The legend of the Shiro Kage grew as winter settled upon House Kamuha. Maza sent her best assassins after the shadow that plagued her, but only their heads returned. She hired bounty hunters, but the enemy had been tracked to the Tangled Wood, and everyone feared the unloved dead who lived there. The rumor grew that the Shiro Kage was a vengeful ghost.
At last, Maza alone remained at House Kamuha. She had no more assassin sons, no more prestige in the village. Snow coated the skeletons of the cherry trees and the koi kissed the thin ice covering the pond. Maza felt the pain of winter deep in her old bones. She settled on her meditation mat and waited.
After nightfall, she heard the barking of foxes echoing through the courtyard. She remained still, for foxes are tricksters and cannot be trusted. Even when dozens of foxes burst through the paper sliding walls, yipping and growling, Maza remained still on her mat. With a powerful exhale, she released the illusions: seven copies of her, indistinguishable from reality, chanting their hypnotic magic in tandem.

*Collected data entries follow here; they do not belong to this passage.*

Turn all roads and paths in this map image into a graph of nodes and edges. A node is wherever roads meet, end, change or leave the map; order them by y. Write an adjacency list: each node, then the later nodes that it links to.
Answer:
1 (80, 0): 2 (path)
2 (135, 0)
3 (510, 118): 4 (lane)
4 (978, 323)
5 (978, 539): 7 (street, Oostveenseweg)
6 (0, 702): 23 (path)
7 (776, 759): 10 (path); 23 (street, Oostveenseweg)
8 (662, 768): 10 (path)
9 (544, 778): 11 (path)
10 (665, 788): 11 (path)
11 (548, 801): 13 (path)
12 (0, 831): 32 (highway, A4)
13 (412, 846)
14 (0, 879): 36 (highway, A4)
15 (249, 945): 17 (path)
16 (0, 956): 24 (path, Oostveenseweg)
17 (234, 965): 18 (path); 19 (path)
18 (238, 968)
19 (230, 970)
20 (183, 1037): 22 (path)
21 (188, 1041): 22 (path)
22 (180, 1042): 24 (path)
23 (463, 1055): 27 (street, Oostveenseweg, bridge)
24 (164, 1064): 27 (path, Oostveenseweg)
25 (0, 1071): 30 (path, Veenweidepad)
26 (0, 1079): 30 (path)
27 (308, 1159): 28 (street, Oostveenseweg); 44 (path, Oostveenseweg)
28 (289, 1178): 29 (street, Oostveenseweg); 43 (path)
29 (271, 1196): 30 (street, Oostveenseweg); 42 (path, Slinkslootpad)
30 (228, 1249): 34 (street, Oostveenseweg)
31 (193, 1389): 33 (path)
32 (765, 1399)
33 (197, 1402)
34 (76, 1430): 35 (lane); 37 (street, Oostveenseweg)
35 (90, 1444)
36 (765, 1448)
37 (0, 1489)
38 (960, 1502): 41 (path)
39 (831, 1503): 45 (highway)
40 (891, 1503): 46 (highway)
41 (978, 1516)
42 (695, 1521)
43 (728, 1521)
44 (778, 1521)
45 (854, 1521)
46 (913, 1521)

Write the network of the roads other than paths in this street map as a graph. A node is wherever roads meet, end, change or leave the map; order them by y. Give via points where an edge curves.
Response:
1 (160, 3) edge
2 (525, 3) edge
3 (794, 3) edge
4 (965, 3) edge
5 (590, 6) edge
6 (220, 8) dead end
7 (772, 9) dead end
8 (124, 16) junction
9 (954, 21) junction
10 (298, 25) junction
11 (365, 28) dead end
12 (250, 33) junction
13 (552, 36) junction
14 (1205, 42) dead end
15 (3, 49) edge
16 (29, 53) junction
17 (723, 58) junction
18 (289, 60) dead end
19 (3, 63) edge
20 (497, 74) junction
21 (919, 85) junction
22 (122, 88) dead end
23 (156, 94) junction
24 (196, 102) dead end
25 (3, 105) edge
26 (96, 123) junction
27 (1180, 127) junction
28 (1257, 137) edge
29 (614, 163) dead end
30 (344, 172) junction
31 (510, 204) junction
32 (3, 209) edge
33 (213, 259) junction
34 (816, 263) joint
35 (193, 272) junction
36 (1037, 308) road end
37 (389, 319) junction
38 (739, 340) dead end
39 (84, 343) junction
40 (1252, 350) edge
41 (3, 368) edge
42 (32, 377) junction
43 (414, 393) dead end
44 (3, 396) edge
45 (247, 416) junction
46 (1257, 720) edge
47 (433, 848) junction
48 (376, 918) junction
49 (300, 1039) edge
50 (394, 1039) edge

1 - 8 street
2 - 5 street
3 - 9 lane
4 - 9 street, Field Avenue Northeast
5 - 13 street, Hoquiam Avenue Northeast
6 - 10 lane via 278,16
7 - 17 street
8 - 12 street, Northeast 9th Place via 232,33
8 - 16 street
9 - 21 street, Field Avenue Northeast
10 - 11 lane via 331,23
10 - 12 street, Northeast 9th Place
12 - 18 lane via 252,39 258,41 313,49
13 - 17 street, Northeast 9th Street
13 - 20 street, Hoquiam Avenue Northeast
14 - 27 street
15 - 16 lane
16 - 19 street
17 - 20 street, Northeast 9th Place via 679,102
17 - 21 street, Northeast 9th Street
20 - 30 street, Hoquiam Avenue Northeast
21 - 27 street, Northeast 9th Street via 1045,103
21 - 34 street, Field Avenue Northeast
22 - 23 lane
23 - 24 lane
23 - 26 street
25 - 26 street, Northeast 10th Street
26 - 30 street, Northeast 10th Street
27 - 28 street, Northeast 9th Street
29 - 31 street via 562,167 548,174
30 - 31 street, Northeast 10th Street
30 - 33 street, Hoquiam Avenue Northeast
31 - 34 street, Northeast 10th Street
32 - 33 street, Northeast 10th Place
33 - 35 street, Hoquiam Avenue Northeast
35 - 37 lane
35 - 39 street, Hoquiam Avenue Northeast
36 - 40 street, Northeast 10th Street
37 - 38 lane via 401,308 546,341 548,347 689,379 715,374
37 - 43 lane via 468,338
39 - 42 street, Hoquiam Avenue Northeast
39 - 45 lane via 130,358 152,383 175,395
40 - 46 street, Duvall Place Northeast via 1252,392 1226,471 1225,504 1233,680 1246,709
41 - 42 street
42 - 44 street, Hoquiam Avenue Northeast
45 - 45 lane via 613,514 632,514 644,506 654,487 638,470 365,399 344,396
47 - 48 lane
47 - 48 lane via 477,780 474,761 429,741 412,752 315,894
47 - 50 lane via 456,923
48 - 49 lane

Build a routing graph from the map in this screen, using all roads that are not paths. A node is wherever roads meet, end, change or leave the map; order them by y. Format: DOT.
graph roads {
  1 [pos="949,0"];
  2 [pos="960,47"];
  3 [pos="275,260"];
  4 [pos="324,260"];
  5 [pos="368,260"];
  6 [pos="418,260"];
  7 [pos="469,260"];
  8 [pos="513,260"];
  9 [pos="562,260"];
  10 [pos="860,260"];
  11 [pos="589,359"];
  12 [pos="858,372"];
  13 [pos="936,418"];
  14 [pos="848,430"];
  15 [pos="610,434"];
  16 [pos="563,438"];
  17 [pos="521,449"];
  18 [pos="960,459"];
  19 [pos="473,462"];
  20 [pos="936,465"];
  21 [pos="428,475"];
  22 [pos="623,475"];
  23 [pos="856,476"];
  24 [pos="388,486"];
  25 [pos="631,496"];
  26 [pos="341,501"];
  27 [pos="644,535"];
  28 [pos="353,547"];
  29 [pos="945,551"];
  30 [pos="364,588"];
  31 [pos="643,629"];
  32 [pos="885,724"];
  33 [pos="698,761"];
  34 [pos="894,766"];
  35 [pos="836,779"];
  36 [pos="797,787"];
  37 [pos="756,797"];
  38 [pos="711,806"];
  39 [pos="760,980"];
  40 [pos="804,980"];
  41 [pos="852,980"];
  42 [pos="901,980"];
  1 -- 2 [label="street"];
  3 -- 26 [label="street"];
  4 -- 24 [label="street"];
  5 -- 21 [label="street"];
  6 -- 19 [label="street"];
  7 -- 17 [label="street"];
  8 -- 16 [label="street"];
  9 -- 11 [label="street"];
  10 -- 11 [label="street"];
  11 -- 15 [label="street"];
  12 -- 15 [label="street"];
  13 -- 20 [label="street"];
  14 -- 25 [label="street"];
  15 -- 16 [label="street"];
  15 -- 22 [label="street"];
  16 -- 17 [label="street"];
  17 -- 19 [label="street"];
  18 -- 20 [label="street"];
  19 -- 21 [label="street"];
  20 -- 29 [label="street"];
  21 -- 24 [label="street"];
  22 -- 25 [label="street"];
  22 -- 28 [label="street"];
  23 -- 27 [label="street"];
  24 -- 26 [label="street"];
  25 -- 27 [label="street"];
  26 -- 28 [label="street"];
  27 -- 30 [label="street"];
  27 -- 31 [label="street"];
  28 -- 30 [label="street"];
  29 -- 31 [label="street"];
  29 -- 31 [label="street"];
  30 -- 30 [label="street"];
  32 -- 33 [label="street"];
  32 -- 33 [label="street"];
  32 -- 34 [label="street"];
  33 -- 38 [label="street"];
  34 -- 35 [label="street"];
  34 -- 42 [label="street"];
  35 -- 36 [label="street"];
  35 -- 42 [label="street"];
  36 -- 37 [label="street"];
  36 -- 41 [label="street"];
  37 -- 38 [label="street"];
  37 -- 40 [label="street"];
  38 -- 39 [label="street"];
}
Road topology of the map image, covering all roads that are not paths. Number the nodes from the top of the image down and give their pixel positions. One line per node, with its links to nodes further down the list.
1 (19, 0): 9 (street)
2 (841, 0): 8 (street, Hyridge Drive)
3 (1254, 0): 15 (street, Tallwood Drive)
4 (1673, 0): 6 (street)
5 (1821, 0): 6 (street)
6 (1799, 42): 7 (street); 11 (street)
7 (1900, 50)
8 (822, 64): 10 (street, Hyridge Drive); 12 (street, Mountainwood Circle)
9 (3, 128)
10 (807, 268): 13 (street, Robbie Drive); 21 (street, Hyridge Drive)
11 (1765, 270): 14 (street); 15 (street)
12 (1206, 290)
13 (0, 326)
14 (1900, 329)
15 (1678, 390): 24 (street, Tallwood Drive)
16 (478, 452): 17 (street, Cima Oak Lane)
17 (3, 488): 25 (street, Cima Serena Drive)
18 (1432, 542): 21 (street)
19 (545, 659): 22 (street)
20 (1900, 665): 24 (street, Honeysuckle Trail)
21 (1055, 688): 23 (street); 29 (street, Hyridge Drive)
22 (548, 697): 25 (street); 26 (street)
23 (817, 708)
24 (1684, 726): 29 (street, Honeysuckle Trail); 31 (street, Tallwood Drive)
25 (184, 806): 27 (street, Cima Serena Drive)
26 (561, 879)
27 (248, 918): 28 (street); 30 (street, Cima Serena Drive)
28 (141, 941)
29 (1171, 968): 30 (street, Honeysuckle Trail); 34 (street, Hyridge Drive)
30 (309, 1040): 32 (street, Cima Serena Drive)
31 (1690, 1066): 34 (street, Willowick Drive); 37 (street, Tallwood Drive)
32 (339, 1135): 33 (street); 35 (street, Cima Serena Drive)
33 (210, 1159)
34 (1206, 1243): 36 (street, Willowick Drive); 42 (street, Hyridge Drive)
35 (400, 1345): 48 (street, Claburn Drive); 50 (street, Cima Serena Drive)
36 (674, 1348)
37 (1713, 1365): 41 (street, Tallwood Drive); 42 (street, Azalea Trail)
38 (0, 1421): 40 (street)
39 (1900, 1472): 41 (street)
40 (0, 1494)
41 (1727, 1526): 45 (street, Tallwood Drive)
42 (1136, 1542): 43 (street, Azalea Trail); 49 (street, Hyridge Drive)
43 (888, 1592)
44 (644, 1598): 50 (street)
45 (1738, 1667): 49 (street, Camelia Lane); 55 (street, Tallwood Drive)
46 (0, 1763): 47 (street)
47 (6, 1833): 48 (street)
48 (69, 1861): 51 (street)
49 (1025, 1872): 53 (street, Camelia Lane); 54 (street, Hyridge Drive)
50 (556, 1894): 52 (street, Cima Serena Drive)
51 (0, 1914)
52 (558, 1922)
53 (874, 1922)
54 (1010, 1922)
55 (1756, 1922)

The barking stopped, and Maza opened her eyes, believing she had triumphed. But instead of a skulk of hypnotized foxes, the room was littered with tanuki statues. Her chanting stumbled; she had never been out-tricked before.
“The souls of your sons have been reborn. You can’t control them anymore.”
Through the torn screens walked the Shiro Kage. The Tangled Wood had changed him. His fur had grown bushy and winter-white. Instead of switchblades, he wielded blade-sharp bones that protruded from his arms.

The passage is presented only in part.